EXERCISE REQUIREMENTS: Your task is to transcribe the records exactly, skipping every image.

LISTED RECORDS:

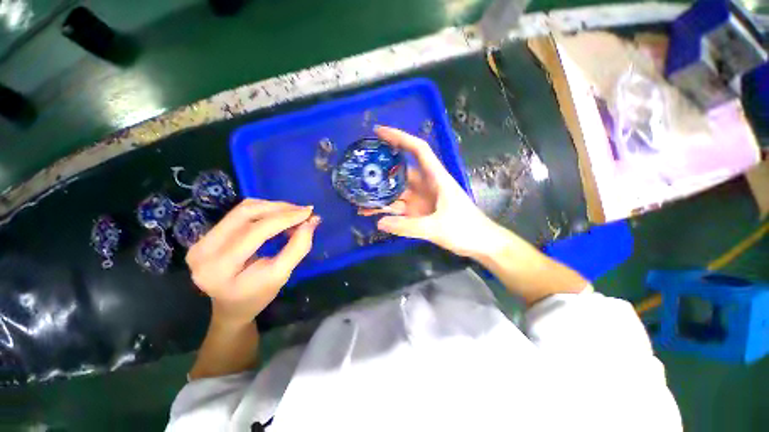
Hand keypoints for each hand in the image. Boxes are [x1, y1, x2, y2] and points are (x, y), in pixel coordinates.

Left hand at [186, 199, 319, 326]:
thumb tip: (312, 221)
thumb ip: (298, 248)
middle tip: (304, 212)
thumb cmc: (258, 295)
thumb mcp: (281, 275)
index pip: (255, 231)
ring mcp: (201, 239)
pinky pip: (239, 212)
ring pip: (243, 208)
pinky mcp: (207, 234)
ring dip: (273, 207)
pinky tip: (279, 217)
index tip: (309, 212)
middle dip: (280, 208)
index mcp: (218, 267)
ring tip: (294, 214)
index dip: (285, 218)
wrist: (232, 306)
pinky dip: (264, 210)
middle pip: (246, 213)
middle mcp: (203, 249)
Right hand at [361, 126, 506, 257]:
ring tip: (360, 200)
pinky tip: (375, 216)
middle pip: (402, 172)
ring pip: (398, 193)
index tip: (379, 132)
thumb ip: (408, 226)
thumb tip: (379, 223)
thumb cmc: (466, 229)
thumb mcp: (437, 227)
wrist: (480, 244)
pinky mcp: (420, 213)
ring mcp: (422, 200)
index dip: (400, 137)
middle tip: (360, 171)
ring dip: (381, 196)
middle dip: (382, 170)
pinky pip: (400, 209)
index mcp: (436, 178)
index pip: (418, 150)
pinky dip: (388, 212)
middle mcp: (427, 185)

WRITTEN RESPONSE:
Hand keypoints for each hand in the image. Boxes are [x1, y1, x2, y2] and points are (x, y), in pixel coordinates.

Left hand at [186, 199, 319, 326]:
thumb tip: (312, 221)
thumb ip: (298, 248)
middle tip: (304, 212)
thumb cmc: (258, 295)
thumb mcp: (281, 275)
index pip: (255, 231)
ring mcp: (201, 239)
pinky pip: (239, 212)
ring pip: (243, 208)
pinky mcp: (207, 234)
ring dip: (273, 207)
pinky tip: (279, 217)
index tip: (309, 212)
middle dip: (280, 208)
index mcp: (218, 267)
ring tip: (294, 214)
index dip: (285, 218)
wrist: (232, 306)
pinky dip: (264, 210)
middle pip: (246, 213)
middle mcp: (203, 249)
Right hand at [361, 126, 506, 257]:
ring tip: (360, 200)
pinky tip: (375, 216)
middle pip: (402, 172)
ring pip: (398, 193)
index tip: (379, 132)
thumb ip: (408, 226)
thumb tip: (379, 223)
thumb cmc: (466, 229)
thumb mcp: (437, 227)
wrist: (480, 244)
pinky mcp: (420, 213)
ring mcp: (422, 200)
index dip: (400, 137)
middle tip: (360, 171)
ring dip: (381, 196)
middle dip: (382, 170)
pinky pip: (400, 209)
index mcp: (436, 178)
index pip: (418, 150)
pinky dip: (388, 212)
middle mcp: (427, 185)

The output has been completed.